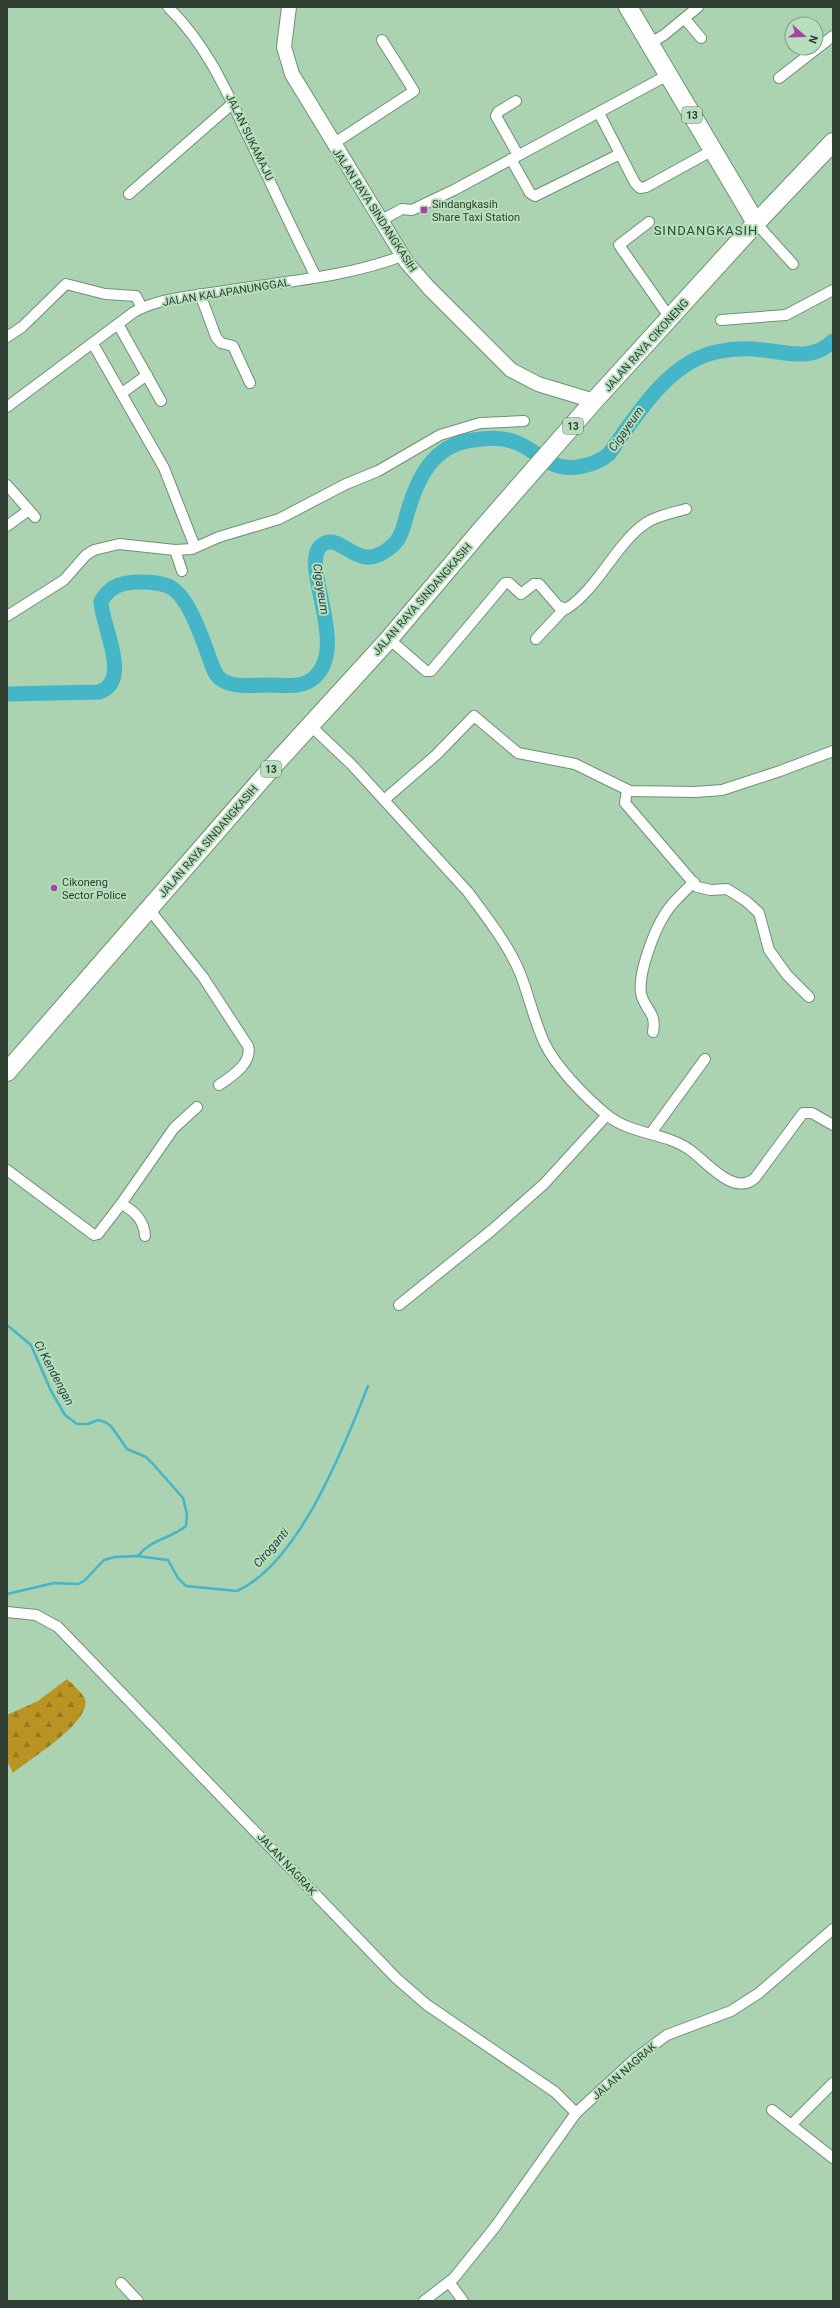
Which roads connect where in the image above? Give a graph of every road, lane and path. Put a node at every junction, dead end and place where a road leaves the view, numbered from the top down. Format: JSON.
{"nodes":[{"id":1,"x":168,"y":7,"type":"edge"},
{"id":2,"x":289,"y":7,"type":"edge"},
{"id":3,"x":628,"y":7,"type":"edge"},
{"id":4,"x":698,"y":7,"type":"edge"},
{"id":5,"x":685,"y":19,"type":"junction"},
{"id":6,"x":833,"y":36,"type":"edge"},
{"id":7,"x":701,"y":38,"type":"dead end"},
{"id":8,"x":382,"y":40,"type":"dead end"},
{"id":9,"x":649,"y":44,"type":"junction"},
{"id":10,"x":668,"y":75,"type":"junction"},
{"id":11,"x":779,"y":78,"type":"dead end"},
{"id":12,"x":516,"y":101,"type":"dead end"},
{"id":13,"x":233,"y":103,"type":"junction"},
{"id":14,"x":599,"y":113,"type":"junction"},
{"id":15,"x":833,"y":142,"type":"edge"},
{"id":16,"x":333,"y":144,"type":"junction"},
{"id":17,"x":713,"y":150,"type":"junction"},
{"id":18,"x":620,"y":154,"type":"junction"},
{"id":19,"x":515,"y":157,"type":"junction"},
{"id":20,"x":129,"y":194,"type":"dead end"},
{"id":21,"x":380,"y":221,"type":"junction"},
{"id":22,"x":649,"y":222,"type":"dead end"},
{"id":23,"x":756,"y":223,"type":"junction"},
{"id":24,"x":402,"y":256,"type":"junction"},
{"id":25,"x":793,"y":264,"type":"dead end"},
{"id":26,"x":316,"y":277,"type":"junction"},
{"id":27,"x":833,"y":290,"type":"edge"},
{"id":28,"x":200,"y":294,"type":"junction"},
{"id":29,"x":139,"y":301,"type":"junction"},
{"id":30,"x":670,"y":318,"type":"junction"},
{"id":31,"x":721,"y":320,"type":"dead end"},
{"id":32,"x":118,"y":324,"type":"junction"},
{"id":33,"x":7,"y":337,"type":"edge"},
{"id":34,"x":93,"y":344,"type":"junction"},
{"id":35,"x":147,"y":375,"type":"junction"},
{"id":36,"x":250,"y":383,"type":"dead end"},
{"id":37,"x":122,"y":393,"type":"junction"},
{"id":38,"x":161,"y":401,"type":"dead end"},
{"id":39,"x":594,"y":401,"type":"junction"},
{"id":40,"x":7,"y":407,"type":"edge"},
{"id":41,"x":524,"y":421,"type":"dead end"},
{"id":42,"x":536,"y":467,"type":"joint"},
{"id":43,"x":7,"y":485,"type":"edge"},
{"id":44,"x":686,"y":509,"type":"dead end"},
{"id":45,"x":7,"y":526,"type":"edge"},
{"id":46,"x":195,"y":547,"type":"junction"},
{"id":47,"x":175,"y":550,"type":"junction"},
{"id":48,"x":182,"y":571,"type":"dead end"},
{"id":49,"x":564,"y":609,"type":"junction"},
{"id":50,"x":7,"y":616,"type":"edge"},
{"id":51,"x":389,"y":639,"type":"junction"},
{"id":52,"x":536,"y":639,"type":"dead end"},
{"id":53,"x":311,"y":726,"type":"junction"},
{"id":54,"x":833,"y":751,"type":"edge"},
{"id":55,"x":628,"y":790,"type":"junction"},
{"id":56,"x":384,"y":800,"type":"junction"},
{"id":57,"x":694,"y":882,"type":"junction"},
{"id":58,"x":149,"y":909,"type":"junction"},
{"id":59,"x":809,"y":997,"type":"dead end"},
{"id":60,"x":653,"y":1032,"type":"dead end"},
{"id":61,"x":705,"y":1059,"type":"dead end"},
{"id":62,"x":7,"y":1072,"type":"edge"},
{"id":63,"x":219,"y":1085,"type":"dead end"},
{"id":64,"x":198,"y":1107,"type":"dead end"},
{"id":65,"x":607,"y":1115,"type":"junction"},
{"id":66,"x":833,"y":1125,"type":"edge"},
{"id":67,"x":651,"y":1133,"type":"junction"},
{"id":68,"x":7,"y":1170,"type":"edge"},
{"id":69,"x":121,"y":1204,"type":"junction"},
{"id":70,"x":145,"y":1236,"type":"dead end"},
{"id":71,"x":399,"y":1305,"type":"dead end"},
{"id":72,"x":7,"y":1612,"type":"edge"},
{"id":73,"x":833,"y":1929,"type":"edge"},
{"id":74,"x":833,"y":2083,"type":"edge"},
{"id":75,"x":772,"y":2110,"type":"dead end"},
{"id":76,"x":576,"y":2113,"type":"junction"},
{"id":77,"x":791,"y":2125,"type":"junction"},
{"id":78,"x":833,"y":2158,"type":"edge"},
{"id":79,"x":449,"y":2282,"type":"junction"},
{"id":80,"x":121,"y":2283,"type":"dead end"},
{"id":81,"x":138,"y":2301,"type":"edge"},
{"id":82,"x":424,"y":2301,"type":"edge"},
{"id":83,"x":463,"y":2301,"type":"edge"}],
"edges":[{"from":1,"to":13,"type":"street","name":"JALAN SUKAMAJU"},
{"from":2,"to":16,"type":"main road","name":"JALAN RAYA SINDANGKASIH"},
{"from":3,"to":9,"type":"highway","number":"13"},
{"from":4,"to":5,"type":"street"},
{"from":5,"to":7,"type":"street"},
{"from":5,"to":9,"type":"street"},
{"from":6,"to":11,"type":"street"},
{"from":8,"to":16,"type":"street"},
{"from":9,"to":10,"type":"highway","number":"13"},
{"from":10,"to":14,"type":"street"},
{"from":10,"to":17,"type":"highway","number":"13"},
{"from":12,"to":19,"type":"street"},
{"from":13,"to":20,"type":"street"},
{"from":13,"to":26,"type":"street","name":"JALAN SUKAMAJU"},
{"from":14,"to":18,"type":"street"},
{"from":14,"to":19,"type":"street"},
{"from":15,"to":23,"type":"highway","number":"13"},
{"from":16,"to":21,"type":"main road","name":"JALAN RAYA SINDANGKASIH"},
{"from":17,"to":18,"type":"street"},
{"from":17,"to":23,"type":"highway","number":"13"},
{"from":18,"to":19,"type":"street"},
{"from":19,"to":21,"type":"street"},
{"from":21,"to":24,"type":"main road","name":"JALAN RAYA SINDANGKASIH"},
{"from":22,"to":30,"type":"street"},
{"from":23,"to":25,"type":"street"},
{"from":23,"to":30,"type":"highway","name":"JALAN RAYA CIKONENG","number":"13"},
{"from":24,"to":26,"type":"street","name":"JALAN KALAPANUNGGAL"},
{"from":24,"to":39,"type":"main road","name":"JALAN RAYA SINDANGKASIH"},
{"from":26,"to":28,"type":"street","name":"JALAN KALAPANUNGGAL"},
{"from":27,"to":31,"type":"street"},
{"from":28,"to":29,"type":"street","name":"JALAN KALAPANUNGGAL"},
{"from":28,"to":36,"type":"street"},
{"from":29,"to":32,"type":"street","name":"JALAN KALAPANUNGGAL"},
{"from":29,"to":33,"type":"street"},
{"from":30,"to":39,"type":"highway","name":"JALAN RAYA CIKONENG","number":"13"},
{"from":32,"to":34,"type":"street","name":"JALAN KALAPANUNGGAL"},
{"from":32,"to":35,"type":"street"},
{"from":34,"to":37,"type":"street"},
{"from":34,"to":40,"type":"street","name":"JALAN KALAPANUNGGAL"},
{"from":35,"to":37,"type":"street"},
{"from":35,"to":38,"type":"street"},
{"from":37,"to":46,"type":"street"},
{"from":39,"to":42,"type":"highway","name":"JALAN RAYA CIKONENG","number":"13"},
{"from":41,"to":46,"type":"street"},
{"from":42,"to":51,"type":"highway","name":"JALAN RAYA SINDANGKASIH","number":"13"},
{"from":43,"to":45,"type":"street"},
{"from":44,"to":49,"type":"street"},
{"from":46,"to":47,"type":"street"},
{"from":47,"to":48,"type":"street"},
{"from":47,"to":50,"type":"street"},
{"from":49,"to":51,"type":"street"},
{"from":49,"to":52,"type":"street"},
{"from":51,"to":53,"type":"highway","name":"JALAN RAYA SINDANGKASIH","number":"13"},
{"from":53,"to":56,"type":"street"},
{"from":53,"to":58,"type":"highway","name":"JALAN RAYA SINDANGKASIH","number":"13"},
{"from":54,"to":55,"type":"street"},
{"from":55,"to":56,"type":"street"},
{"from":55,"to":57,"type":"street"},
{"from":56,"to":65,"type":"street"},
{"from":57,"to":59,"type":"street"},
{"from":57,"to":60,"type":"street"},
{"from":58,"to":62,"type":"highway","name":"JALAN RAYA SINDANGKASIH","number":"13"},
{"from":58,"to":63,"type":"street"},
{"from":61,"to":67,"type":"street"},
{"from":64,"to":69,"type":"street"},
{"from":65,"to":67,"type":"street"},
{"from":65,"to":71,"type":"street"},
{"from":66,"to":67,"type":"street"},
{"from":68,"to":69,"type":"street"},
{"from":69,"to":70,"type":"street"},
{"from":72,"to":76,"type":"street","name":"JALAN NAGRAK"},
{"from":73,"to":76,"type":"street","name":"JALAN NAGRAK"},
{"from":74,"to":77,"type":"street"},
{"from":75,"to":77,"type":"street"},
{"from":76,"to":79,"type":"street","name":"JALAN NAGRAK"},
{"from":77,"to":78,"type":"street"},
{"from":79,"to":82,"type":"street","name":"JALAN NAGRAK"},
{"from":79,"to":83,"type":"street"},
{"from":80,"to":81,"type":"street"}]}
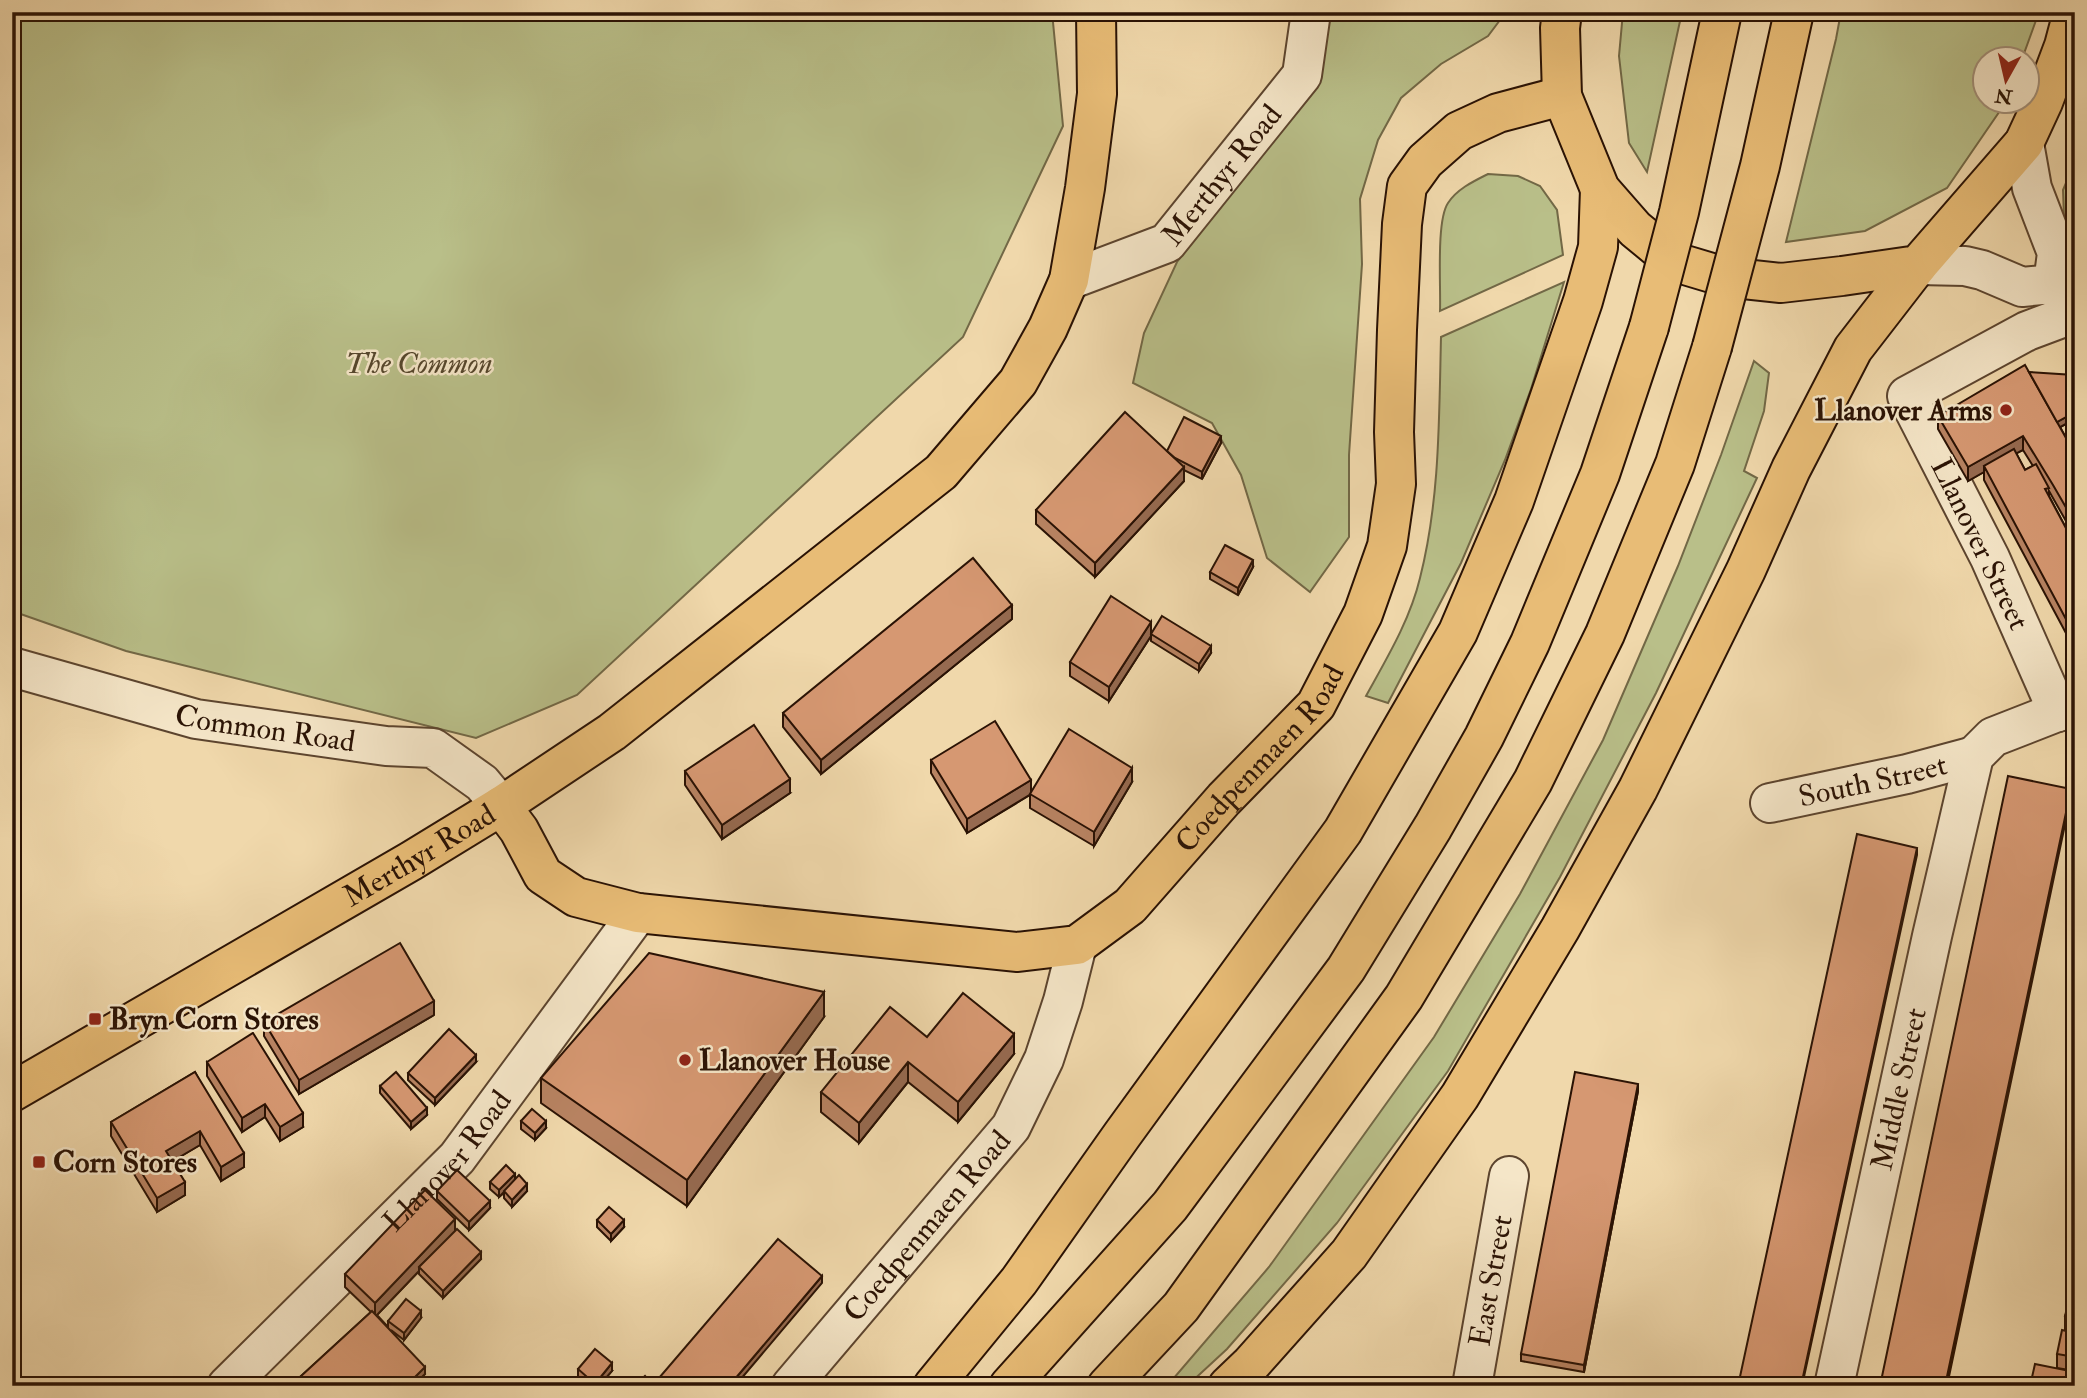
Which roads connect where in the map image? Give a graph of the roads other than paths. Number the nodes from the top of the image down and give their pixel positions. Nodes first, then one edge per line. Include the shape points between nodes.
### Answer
1 (1096, 12) edge
2 (1311, 12) edge
3 (1562, 12) edge
4 (1722, 12) edge
5 (1794, 12) edge
6 (2073, 12) edge
7 (1562, 96) junction
8 (2059, 96) edge
9 (2024, 143) junction
10 (1601, 188) junction
11 (1918, 265) junction
12 (1069, 280) junction
13 (2068, 303) edge
14 (12, 667) edge
15 (2067, 709) edge
16 (1970, 774) junction
17 (1770, 803) dead end
18 (501, 806) junction
19 (638, 913) junction
20 (1077, 944) junction
21 (12, 1092) edge
22 (1508, 1176) dead end
23 (227, 1386) edge
24 (791, 1386) edge
25 (933, 1386) edge
26 (1009, 1386) edge
27 (1107, 1386) edge
28 (1228, 1386) edge
29 (1472, 1386) edge
30 (1834, 1386) edge

1 - 12 main road via 1097,94
2 - 12 street, Merthyr Road via 1302,75 1167,243
3 - 7 main road
4 - 26 main road, bridge via 1679,212 1648,327 1600,474 1531,643 1484,737 1346,969 1170,1206
5 - 27 main road, bridge via 1760,166 1675,464 1605,634 1533,781 1404,997 1181,1307
6 - 8 main road
7 - 10 main road
7 - 20 main road, Coedpenmaen Road via 1498,113 1459,131 1424,161 1407,186 1397,342 1396,484 1387,547 1363,614 1316,705 1224,799 1130,906
8 - 9 main road
9 - 11 main road
9 - 13 street via 2032,188 2057,253
10 - 11 main road via 1635,229 1675,262 1725,277 1782,283
10 - 25 main road via 1598,247 1583,301 1514,501 1458,632 1343,831 1019,1281
11 - 13 street via 1982,270
11 - 28 main road via 1853,349 1638,789 1460,1096 1349,1254
12 - 18 main road via 1018,382 940,472 612,732
13 - 15 street, Llanover Street via 2027,331 1907,396
14 - 18 street, Common Road via 196,719 386,746 433,748 482,783
15 - 16 street, South Street via 1993,737
16 - 17 street, South Street via 1907,774
16 - 30 street, Middle Street
18 - 19 main road, Merthyr Road via 543,875 576,897
18 - 21 main road, Merthyr Road
19 - 20 main road, Merthyr Road via 1018,952
19 - 23 street, Llanover Road via 457,1158
20 - 24 street, Coedpenmaen Road via 1044,1059 1011,1127
22 - 29 street, East Street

★ ★ ★ ★ ★ ★ ★

Work item
For the records above, state how many lines contain the word "NAGRAK". Give only the number.

Your response
4